Food and beverage manufacturers are experiencing big changes as the new Food Safety Modernization Act regulations take effect, and Cushman & Wakefield's Jason Tolliver said the new rules will likely have two direct impacts on commercial real estate.

The sweeping law—originally enacted in 2011, though it was finalized this year—will challenge everyone involved in the food supply chain in their efforts to avoid food safety problems, according to a recent Cushman & Wakefield report

“The law fundamentally shifts the food safety paradign from reacting to adulterated food after it reaches the marketplace, to preventing contaminated food from reaching consumers in the first place,” Jason tells us. “This affects every link in the food supply chain, from farm to fork and requires a lot of documentation that heretofore hasn’t been required.”

C&W head of industrial research in the Americas Jason tells Bisnow these new regulations will the industry in several ways. 1) Food manufacturers will likely ramp up their use of supply optimization software to manage new record-keeping processes, and 2) We will see more manufacturers partnering with third-party logistics (3PLs) to help them navigate the new law. 

“If you think about how onerous that record-keeping could be, having to source every supplier and aspect of the business, I think you’ll see manufacturers embrace that [technology],” Jason tells us. “I thnk we will also see an increase in the use of 3PLs by firms seeking assistance meeting the transportation requirements of the law. In some cases it is going to be cheaper and easier to outsource."
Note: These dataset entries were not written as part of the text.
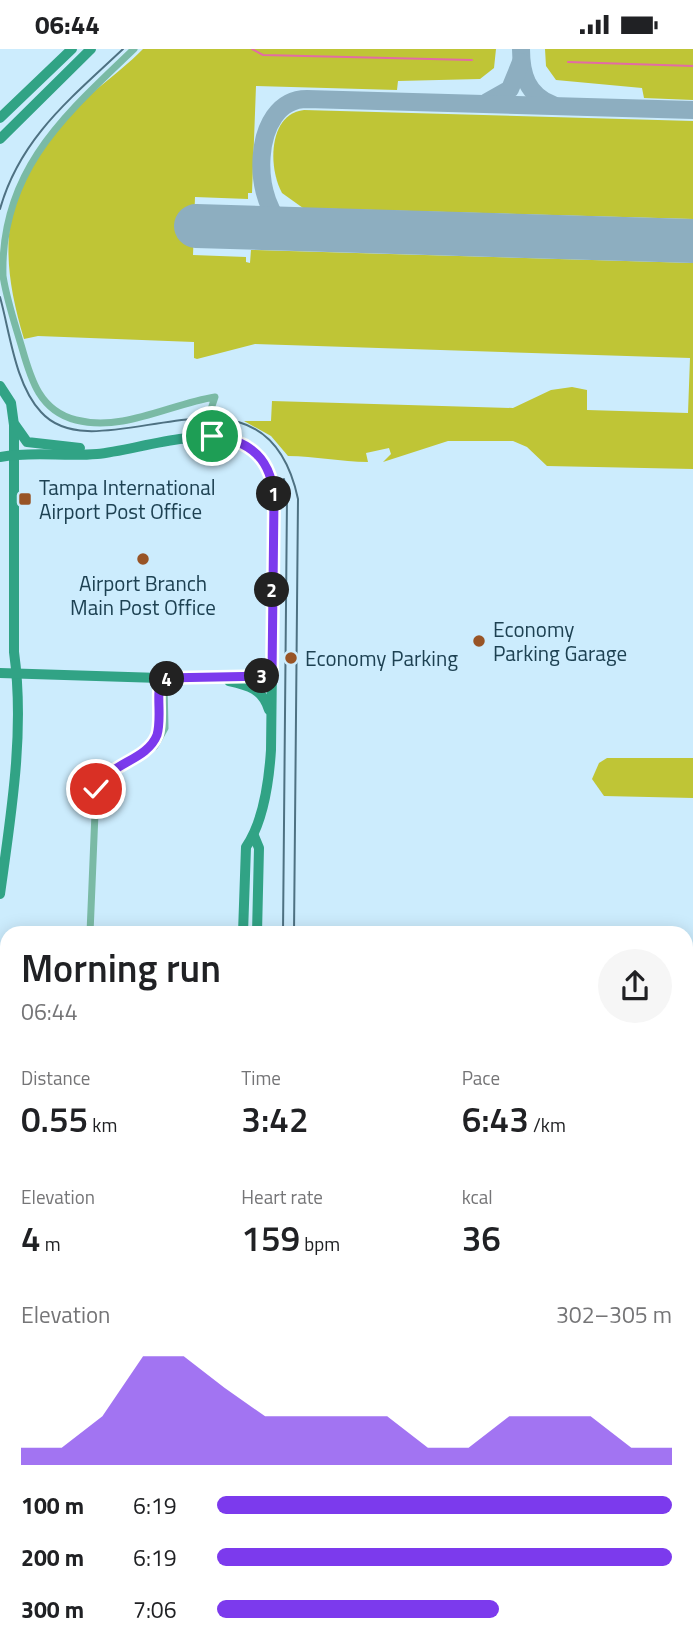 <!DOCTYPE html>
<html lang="en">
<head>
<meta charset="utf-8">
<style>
  body { margin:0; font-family:"Titillium Web",sans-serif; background:#f6f6f6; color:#202124; height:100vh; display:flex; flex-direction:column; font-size:26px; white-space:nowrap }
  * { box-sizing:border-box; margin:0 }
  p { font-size:23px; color:#757577 }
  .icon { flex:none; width:38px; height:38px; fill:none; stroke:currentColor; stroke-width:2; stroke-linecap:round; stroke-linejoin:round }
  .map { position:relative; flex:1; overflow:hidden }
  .details { position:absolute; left:0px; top:877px; width:693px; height:726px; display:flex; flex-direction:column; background:#fff; border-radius:21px 21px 0 0; box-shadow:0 4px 18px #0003 }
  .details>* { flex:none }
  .pin { position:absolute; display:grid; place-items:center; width:60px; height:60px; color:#fff; margin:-30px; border:4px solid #fff; border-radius:50%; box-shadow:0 2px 7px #0007 }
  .km { position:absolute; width:35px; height:35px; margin:-18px; border-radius:50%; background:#222; color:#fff; font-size:19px; line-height:35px; text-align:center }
  .round { display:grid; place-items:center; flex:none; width:74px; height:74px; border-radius:37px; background:#f6f6f6 }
  .summary { display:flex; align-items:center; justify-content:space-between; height:119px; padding:0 21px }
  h1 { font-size:38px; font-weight:600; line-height:52px }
  .metrics { display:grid; grid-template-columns:repeat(3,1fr); gap:10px; height:119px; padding:7px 21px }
  .metrics div { display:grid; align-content:center }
  .metrics b { font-size:35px; font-weight:600 }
  .metrics small { font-size:19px; font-weight:400 }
  .metrics p { font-size:19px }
  .chart { height:196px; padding:14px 21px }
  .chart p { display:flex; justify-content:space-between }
  .chart svg { width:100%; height:126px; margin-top:7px; fill:#7c3aed; opacity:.7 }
  ul { padding:0 21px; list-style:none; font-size:23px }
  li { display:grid; grid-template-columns:112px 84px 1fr; align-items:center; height:52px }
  li i { height:18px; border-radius:9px; background:#7c3aed }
  .status { display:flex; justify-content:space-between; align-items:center; height:49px; padding:0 35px; background:#fff; direction:ltr }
  .status svg { height:19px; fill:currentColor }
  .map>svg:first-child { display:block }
  .green { fill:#bfc536 }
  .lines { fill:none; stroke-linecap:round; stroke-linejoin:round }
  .stream { stroke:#e36ba5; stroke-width:2 }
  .canal { stroke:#e36ba5; stroke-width:7 }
  .taxiway { stroke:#8daec0; stroke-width:18 }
  .runway { stroke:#8daec0; stroke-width:44 }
  .street { stroke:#7abaa5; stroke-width:7 }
  .secondary { stroke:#31a385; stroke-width:10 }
  .primary { stroke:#088d71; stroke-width:10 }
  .highway { stroke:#0a7860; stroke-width:12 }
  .tram { stroke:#4e7182; stroke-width:2 }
  .route-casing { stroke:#fff; stroke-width:14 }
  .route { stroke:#7c3aed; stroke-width:9 }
  .poi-dot { fill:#985426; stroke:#ccecfd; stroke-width:2.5 }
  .labels { text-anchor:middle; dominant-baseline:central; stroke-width:7; stroke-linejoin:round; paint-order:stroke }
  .poi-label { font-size:21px; fill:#1d4152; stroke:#ccecfd; text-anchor:start }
</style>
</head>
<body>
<div class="status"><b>06:44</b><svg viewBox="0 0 49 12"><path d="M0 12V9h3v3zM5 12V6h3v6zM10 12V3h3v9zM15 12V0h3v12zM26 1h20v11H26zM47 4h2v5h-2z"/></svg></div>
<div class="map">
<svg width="693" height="1602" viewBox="0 0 693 1602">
  <rect width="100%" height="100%" fill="#ccecfd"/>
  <g class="green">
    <path d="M143,0h353l-2,19 -14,11 -82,2 -1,9 -141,-4 -4,107h-4v6l-53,-2 -2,58 53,2v5l4,1 1,-13h4l438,13v206l-146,-3 -20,-19 -14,-6h-65l-65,21 8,-8 -2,-6 -23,5 2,9c-27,0 -53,-6 -80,-6l-17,-20 -27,-15h27l1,-20 241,7 38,-18 21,-3 15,3v20l101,3 2,-55 -435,-14 -58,15 -3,-1v-16l-156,-6 -14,3c-24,-80 -24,-137 27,-207 21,-27 66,-56 92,-83z"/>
    <polygon points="545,0 693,0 693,51 644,49 642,39 556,31 546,17"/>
    <path d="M304,61l389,11v98l-390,-11 -21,-15c-14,-25 -14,-79 22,-83z"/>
    <polygon points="607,709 693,709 693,749 604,747 592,730 599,714"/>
  </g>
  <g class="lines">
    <g class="stream">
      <polyline points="252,0 263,6 472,11"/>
      <polyline points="568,13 693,17"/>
    </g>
    <g class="canal">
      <polyline points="0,1240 7,1240"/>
      <polyline points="686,1292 693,1292"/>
    </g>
    <g class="taxiway">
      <path d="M521,0c0,25 6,46 32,56"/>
      <polyline points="487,53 510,40 521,13"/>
      <path d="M289,180c-39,-20 -40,-130 18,-130l386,11"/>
    </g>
    <polyline class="runway" points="196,177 693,192"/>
    <g class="street">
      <path d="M134,0c-68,65 -134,121 -131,227 4,25 12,48 19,72 9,32 18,63 54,72 47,12 94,-16 139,-23l-4,12 1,27"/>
      <polyline points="155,697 165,679 164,634"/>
      <polyline points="90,884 96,740 111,721 152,694 158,681 158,642 164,636"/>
      <polyline points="545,1602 546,1596"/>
    </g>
    <g class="secondary">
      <polyline points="0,69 72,0"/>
      <polyline points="0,90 91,0"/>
      <path d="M0,337l11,17 3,22v227c11,79 -3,163 -14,242"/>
      <polyline points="15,376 27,393 80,399"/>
      <path d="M0,408c33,-6 64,0 97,-3 59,-6 173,-55 177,45l-3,251c-2,31 -7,71 -25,97l-3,86"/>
      <polyline points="0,624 160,629 272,627"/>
      <path d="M229,632c19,4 34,8 40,29"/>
      <polyline points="254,787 259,799 257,884"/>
      <polyline points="644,1602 645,1596"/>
    </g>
    <g class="primary">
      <polyline points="686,1321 693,1321"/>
      <polyline points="686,1348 693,1348"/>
    </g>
    <g class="highway">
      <polyline points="0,1103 7,1136"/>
      <polyline points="0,1169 7,1192"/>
      <polyline points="0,1316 7,1346"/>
      <polyline points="0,1436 7,1442"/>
      <polyline points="0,1519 7,1551"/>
      <polyline points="0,1579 7,1574"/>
      <polyline points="0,1585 7,1591"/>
      <polyline points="14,1596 22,1602"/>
      <polyline points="106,1596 109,1602"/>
      <polyline points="116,1596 119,1602"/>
    </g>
    <g class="tram">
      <path d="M0,160c20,-71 71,-111 123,-160"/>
      <path d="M0,248c10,36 15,87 41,115 59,66 223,-73 257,87l-4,434"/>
      <polyline points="283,884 287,448 284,430"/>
    </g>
  </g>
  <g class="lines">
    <g class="route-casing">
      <path id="route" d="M96,740c12,-26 51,-28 61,-54 4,-13 1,-31 2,-44l5,-6v-7l108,-2 2,-177c-2,-40 -24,-59 -62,-63"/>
    </g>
    <use href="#route" class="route"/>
  </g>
  <g class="poi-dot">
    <rect x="18" y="443" width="14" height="14" rx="3.5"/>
    <circle cx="143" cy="510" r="7"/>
    <circle cx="479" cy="592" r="7"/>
    <circle cx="291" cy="609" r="7"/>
  </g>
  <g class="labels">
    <g class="poi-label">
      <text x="39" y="438">Tampa International<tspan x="39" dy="24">Airport Post Office</tspan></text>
      <text x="143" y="534" text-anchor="middle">Airport Branch<tspan x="143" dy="24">Main Post Office</tspan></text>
      <text x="493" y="580">Economy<tspan x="493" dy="24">Parking Garage</tspan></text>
      <text x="305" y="609">Economy Parking</text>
    </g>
  </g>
</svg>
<div class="pin" style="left:212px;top:387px;background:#1e9e55"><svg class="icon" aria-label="arrive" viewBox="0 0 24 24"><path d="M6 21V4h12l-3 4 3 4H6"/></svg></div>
<div class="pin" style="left:96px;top:740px;background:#d93025"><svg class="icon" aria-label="check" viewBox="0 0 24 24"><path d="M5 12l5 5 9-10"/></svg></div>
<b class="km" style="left:274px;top:445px">1</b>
<b class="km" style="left:272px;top:541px">2</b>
<b class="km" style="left:262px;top:627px">3</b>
<b class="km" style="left:167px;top:630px">4</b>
<section class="details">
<div class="summary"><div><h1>Morning run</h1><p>06:44</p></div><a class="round"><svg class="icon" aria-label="share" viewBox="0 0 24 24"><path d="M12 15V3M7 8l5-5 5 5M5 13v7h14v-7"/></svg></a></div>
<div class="metrics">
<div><p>Distance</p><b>0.55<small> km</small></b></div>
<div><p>Time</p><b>3:42</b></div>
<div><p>Pace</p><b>6:43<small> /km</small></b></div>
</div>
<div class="metrics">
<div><p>Elevation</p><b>4<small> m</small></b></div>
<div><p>Heart rate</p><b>159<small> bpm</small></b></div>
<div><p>kcal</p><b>36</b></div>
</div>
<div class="chart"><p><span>Elevation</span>302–305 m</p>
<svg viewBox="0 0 160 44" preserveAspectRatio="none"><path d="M0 44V38L10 38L20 27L30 6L40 6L50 17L60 27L70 27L80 27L90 27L100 38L110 38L120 27L130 27L140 27L150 38L160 38V44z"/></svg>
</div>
<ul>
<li><b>100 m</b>6:19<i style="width:100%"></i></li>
<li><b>200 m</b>6:19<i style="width:100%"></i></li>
<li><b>300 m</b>7:06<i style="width:62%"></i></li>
</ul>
</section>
</div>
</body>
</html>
In addition, the report outlines several changes in property design manufacturers can implement to better adhere to the new regulations, including: 

  • designing infrastructure and the floors, walls, ceilings, etc., to prevent water from accumulating, keeping the facility dry during operations
  • constructing and securing all building openings, including doors, fans and louvers, to keep out pests and foreign bodies
  • designing all site elements with food saftey in mind, including security, vehicle management, site lighting, etc.
  • constructing easy-to-clean floors that allow for improved sanitation and build easy-to-clean concrete masonry walls.

"Incorporating the food safety measures may require additional costs," Jason says. "In the long term, however, the up-front cost to ensure compliance will be less expensive than non-compliance."